• **Supplied material**:
┄┄┄┄┄┄┄┄┄┄┄┄┄┄┄┄┄┄┄┄

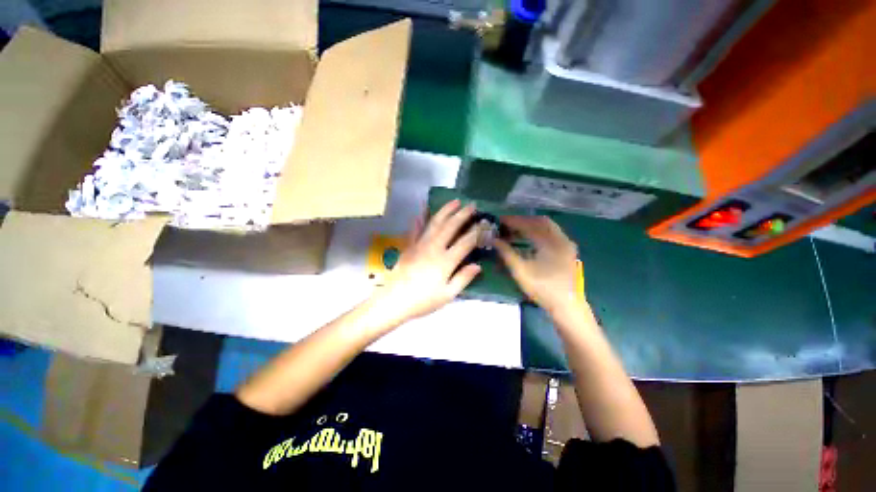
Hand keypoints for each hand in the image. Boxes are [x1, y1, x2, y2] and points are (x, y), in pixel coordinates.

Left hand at [372, 200, 482, 325]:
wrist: (394, 301)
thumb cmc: (423, 301)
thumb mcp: (447, 295)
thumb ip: (463, 278)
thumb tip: (478, 265)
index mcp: (445, 261)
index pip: (465, 242)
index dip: (477, 232)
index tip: (485, 223)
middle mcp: (434, 247)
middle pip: (450, 226)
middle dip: (462, 214)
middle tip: (471, 205)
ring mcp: (420, 244)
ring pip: (434, 223)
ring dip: (445, 211)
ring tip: (454, 201)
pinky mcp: (409, 246)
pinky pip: (415, 229)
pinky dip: (420, 220)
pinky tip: (422, 211)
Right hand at [495, 216, 581, 313]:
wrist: (567, 306)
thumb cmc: (543, 288)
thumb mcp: (520, 270)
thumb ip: (506, 252)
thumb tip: (493, 240)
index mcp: (551, 242)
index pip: (530, 224)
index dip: (513, 221)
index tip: (499, 220)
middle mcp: (561, 239)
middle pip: (540, 221)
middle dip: (522, 221)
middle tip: (507, 224)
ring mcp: (566, 245)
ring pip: (547, 228)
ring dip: (530, 226)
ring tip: (513, 231)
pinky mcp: (566, 251)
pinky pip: (551, 235)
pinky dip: (537, 233)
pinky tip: (527, 239)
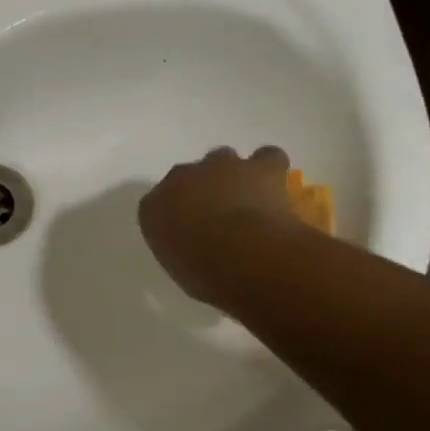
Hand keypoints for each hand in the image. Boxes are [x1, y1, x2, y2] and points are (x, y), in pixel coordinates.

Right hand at [138, 146, 298, 303]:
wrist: (244, 257)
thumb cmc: (205, 273)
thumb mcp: (179, 266)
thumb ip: (180, 247)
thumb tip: (194, 246)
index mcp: (154, 208)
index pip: (159, 202)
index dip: (176, 212)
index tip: (188, 229)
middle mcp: (181, 178)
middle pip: (189, 175)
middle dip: (201, 189)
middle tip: (218, 214)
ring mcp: (220, 167)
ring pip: (224, 159)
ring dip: (233, 175)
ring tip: (248, 197)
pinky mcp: (259, 167)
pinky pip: (267, 158)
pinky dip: (271, 168)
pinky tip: (275, 184)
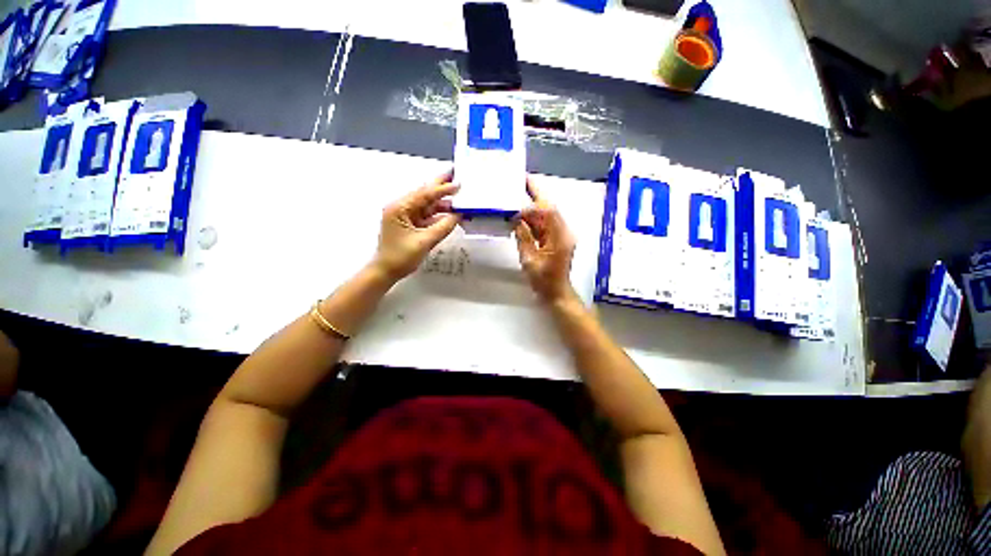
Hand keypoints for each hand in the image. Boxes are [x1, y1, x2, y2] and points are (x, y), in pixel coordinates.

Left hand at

┄┄┄┄┄┄┄┄┄┄┄┄┄┄┄┄┄┄┄┄

• **What you will do**:
Only the lines between the one with "middle pip: (540, 221)" and the one with "index dip: (176, 212)", those two included, get copied from the material above. Keep it exact and free of pictures.

• **Completed exercise**:
middle pip: (540, 221)
middle dip: (522, 221)
middle tip: (507, 224)
ring mcp: (566, 245)
ring pip: (547, 228)
ring dip: (530, 226)
ring tip: (513, 231)
pinky mcp: (566, 251)
pinky pip: (551, 235)
pinky dip: (537, 233)
pinky tip: (527, 239)
Hand keypoints for each hand in the image. Boxes are [x1, y1, x2, y2] and points are (x, y), in pixel coordinates.

Right hand at [138, 146, 298, 303]:
wrist: (244, 257)
thumb cmc: (205, 273)
thumb mcp: (179, 266)
thumb ip: (180, 247)
thumb tip: (194, 246)
index mcp: (154, 208)
index pip: (159, 202)
index dip: (176, 212)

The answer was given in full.